This case involves a woman who was driving her mid-sized sedan southbound on a New York roadway. When the woman reached an intersection with another road, she began to make a left turn onto the eastbound road. As the woman turned, she was hit by a northbound car that had the right-of-way. On impact, the driver-side airbag deployed with so much force that it left the woman with a severe skull fracture. The woman sustained a brain hemorrhage, a broken arm, and a bruised knee from being hit so hard by the airbag. The airbag deployment also left the woman with an extremely diminished balance and cognitive defects, including memory loss as the result of the brain hemorrhage. The woman was 5’4” and was in her fifties when the accident happened. Because of the woman’s short stature, she usually drove her car sitting close to the steering wheel.

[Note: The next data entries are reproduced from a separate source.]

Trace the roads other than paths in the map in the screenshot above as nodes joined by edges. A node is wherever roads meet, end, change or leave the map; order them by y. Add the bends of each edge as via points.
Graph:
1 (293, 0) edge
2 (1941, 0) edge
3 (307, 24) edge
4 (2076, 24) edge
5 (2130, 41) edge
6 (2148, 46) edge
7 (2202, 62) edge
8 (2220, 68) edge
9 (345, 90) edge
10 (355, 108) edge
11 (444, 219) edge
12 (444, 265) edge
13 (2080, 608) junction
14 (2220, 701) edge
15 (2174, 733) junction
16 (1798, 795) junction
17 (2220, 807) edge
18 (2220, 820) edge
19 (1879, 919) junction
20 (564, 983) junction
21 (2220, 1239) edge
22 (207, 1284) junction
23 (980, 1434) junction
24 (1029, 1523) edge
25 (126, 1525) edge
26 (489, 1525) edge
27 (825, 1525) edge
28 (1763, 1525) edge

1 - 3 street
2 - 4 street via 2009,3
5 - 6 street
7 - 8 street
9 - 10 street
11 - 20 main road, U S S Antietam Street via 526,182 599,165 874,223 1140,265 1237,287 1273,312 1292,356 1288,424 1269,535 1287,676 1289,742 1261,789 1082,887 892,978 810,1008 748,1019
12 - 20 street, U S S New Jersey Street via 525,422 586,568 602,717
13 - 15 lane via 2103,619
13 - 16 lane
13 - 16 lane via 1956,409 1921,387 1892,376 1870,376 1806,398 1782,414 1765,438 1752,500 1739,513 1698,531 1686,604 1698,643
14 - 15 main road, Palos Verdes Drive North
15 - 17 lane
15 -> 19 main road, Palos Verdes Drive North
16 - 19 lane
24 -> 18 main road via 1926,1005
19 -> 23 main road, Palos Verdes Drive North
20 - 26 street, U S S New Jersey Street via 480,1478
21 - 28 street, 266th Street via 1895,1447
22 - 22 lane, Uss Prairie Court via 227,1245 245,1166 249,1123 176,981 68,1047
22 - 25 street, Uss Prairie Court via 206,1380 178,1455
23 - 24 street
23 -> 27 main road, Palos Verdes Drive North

Question(s) For Expert Witness
- 1. What could cause the driver-side airbag in a car to deploy after an accident with so much force that it causes brain damage to a driver?
Expert Witness Response
Manufacturers of cars made after 1994 are required by the National Traffic and Motor Vehicle Safety Act (49 U.S.C. §§ 30101 et.seq.) and Federal Motor Vehicle Safety Standard 208 to affix an airbag warning label to one side of the sun visor in all cars that they manufacture. This regulation requires that the manufacturer affix the warning label to either side, but not both sides, of each sun visor that is above a seat with an airbag restraint. The manufacturers are also required to include warning information about airbags in owner manuals. This regulation requires that manufacturers’ airbag warnings be consistent in their content. Most of the airbag warning labels on cars usually state that the driver “should always wear a seatbelt” and also state that the driver “should not lean or sit unnecessarily close to the airbag.” The main problem that occurs with these warnings is that many drivers do not see them, because they are located inconspicuously on the sun visor. This is a problem because many drivers will not understand the warnings completely or may not have the chance to be directed to the owner’s manual for further instructions about airbag safety. Another problem with airbags is that there have been many cases where they have deployed upon impact and injured short-statured drivers. The manufacturer in this case should have put the warning in a more obvious place and should have included more information in the airbag warning on the sun visor. The manufacturer should have included a statement that short-statured people should make sure that the driver’s seat is moved back as far as possible from the airbag. Also, the manufacturer should have included a statement that short-statured drivers, like the woman in this case, should keep at least 10 inches between their breastbone and the airbag in order to avoid being injured by the airbag if it deploys after an accident.